Tally every line below where "Tyrihjellveien" appears, then report the total alone.

[Stored items]
+ + + +
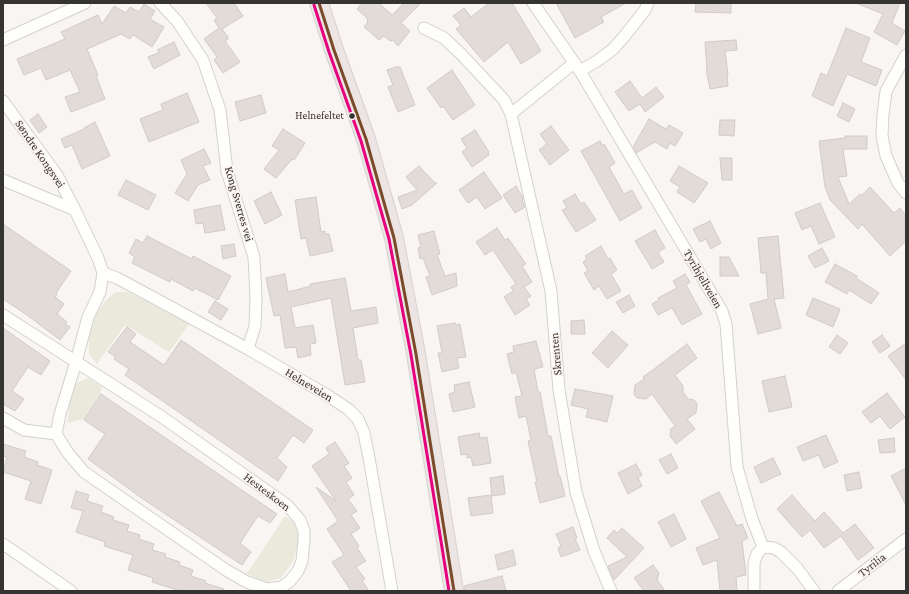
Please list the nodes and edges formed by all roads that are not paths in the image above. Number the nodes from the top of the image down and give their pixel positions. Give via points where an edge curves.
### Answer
1 (85, 3) edge
2 (160, 3) edge
3 (319, 3) edge
4 (533, 3) edge
5 (648, 3) edge
6 (424, 28) dead end
7 (3, 40) edge
8 (906, 55) edge
9 (577, 67) junction
10 (3, 101) edge
11 (511, 114) junction
12 (3, 180) edge
13 (906, 193) edge
14 (75, 210) junction
15 (103, 273) junction
16 (3, 315) edge
17 (248, 349) junction
18 (76, 362) junction
19 (3, 418) edge
20 (56, 434) junction
21 (906, 539) edge
22 (3, 544) edge
23 (763, 547) junction
24 (71, 591) edge
25 (392, 591) edge
26 (454, 591) edge
27 (611, 591) edge
28 (754, 591) edge
29 (814, 591) edge
30 (838, 591) edge

1 - 7 street
2 - 17 street, Kong Sverres vei via 177,21 203,60 220,110 227,171 254,258 255,326
3 - 26 main road via 366,139 394,238 416,354
4 - 9 street, Tyrihjellveien
5 - 9 street via 612,50 597,62
6 - 11 street, Skrenten via 444,38 458,51 504,100
8 - 13 street via 886,92 882,115 882,136 886,156 898,183
9 - 11 street
9 - 23 street, Tyrihjellveien via 722,311 726,324 737,467 752,520
10 - 14 street, Søndre Kongsvei via 57,175
11 - 27 street, Skrenten via 551,291 559,390 576,492 594,551
12 - 14 street, Søndre Kongsvei
14 - 15 street, Søndre Kongsvei
15 - 17 street, Helneveien via 117,278
15 - 18 street via 100,292 88,317
16 - 18 street, Hesteskoen
17 - 25 street, Helneveien via 327,395 358,419 369,458
18 - 20 street
18 - 20 street, Hesteskoen via 162,417 286,505 300,520 304,531 302,561 298,571 282,587 267,589 247,582 84,472
19 - 20 street via 24,430
21 - 30 street, Tyrilia
22 - 24 street
23 - 28 street via 757,554 754,564
23 - 29 street via 781,552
+ + + +
_Response to the exercise_. 2